Stored dataset items:
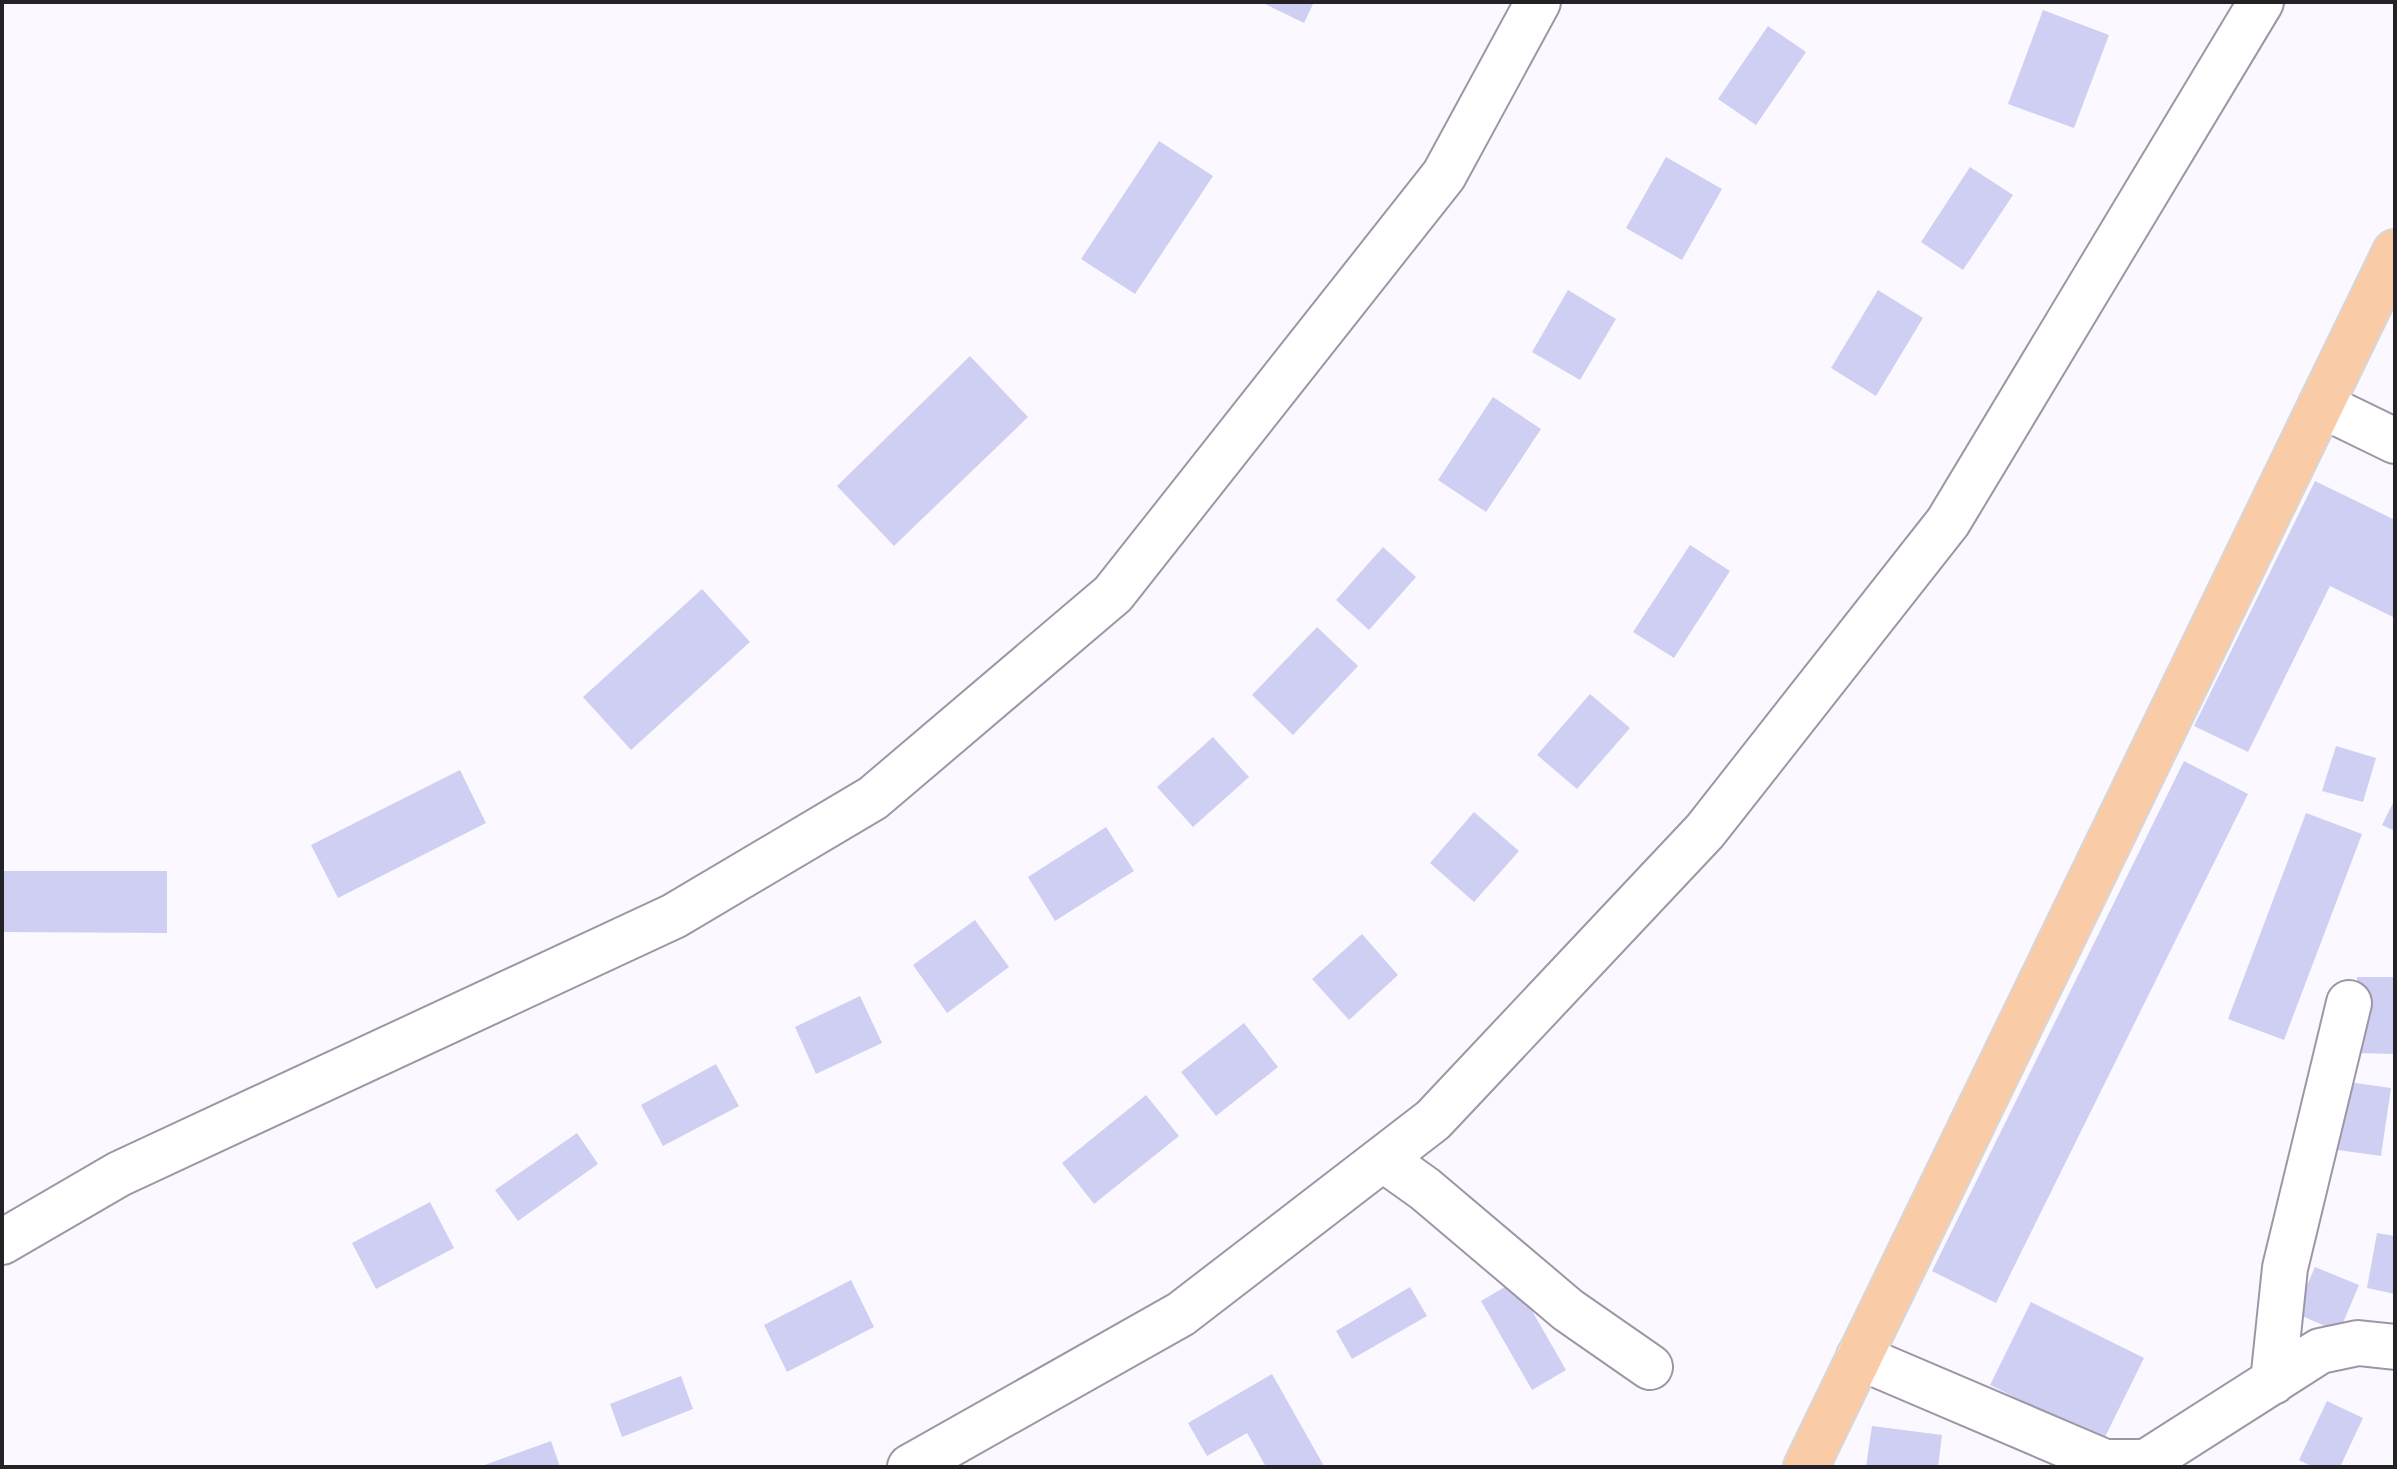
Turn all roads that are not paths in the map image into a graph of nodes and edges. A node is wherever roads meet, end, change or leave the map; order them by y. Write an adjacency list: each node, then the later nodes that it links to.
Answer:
1 (1538, 2): 8 (street)
2 (2261, 2): 7 (street)
3 (2395, 252): 4 (main road)
4 (2321, 405): 5 (street); 10 (main road)
5 (2395, 441)
6 (2349, 1003): 12 (street)
7 (1383, 1159): 11 (street); 13 (street)
8 (2, 1242)
9 (2395, 1347): 12 (street)
10 (1859, 1357): 12 (street); 14 (main road)
11 (1650, 1367)
12 (2273, 1382)
13 (910, 1467)
14 (1806, 1467)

_EXERCISE BRIEF_: Set every entry down again exactly as written, and omit the images.

_EXERCISE RESULT_:
Turn all roads that are not paths in the map image into a graph of nodes and edges. A node is wherever roads meet, end, change or leave the map; order them by y. Write an adjacency list: each node, then the later nodes that it links to.
Answer:
1 (1538, 2): 8 (street)
2 (2261, 2): 7 (street)
3 (2395, 252): 4 (main road)
4 (2321, 405): 5 (street); 10 (main road)
5 (2395, 441)
6 (2349, 1003): 12 (street)
7 (1383, 1159): 11 (street); 13 (street)
8 (2, 1242)
9 (2395, 1347): 12 (street)
10 (1859, 1357): 12 (street); 14 (main road)
11 (1650, 1367)
12 (2273, 1382)
13 (910, 1467)
14 (1806, 1467)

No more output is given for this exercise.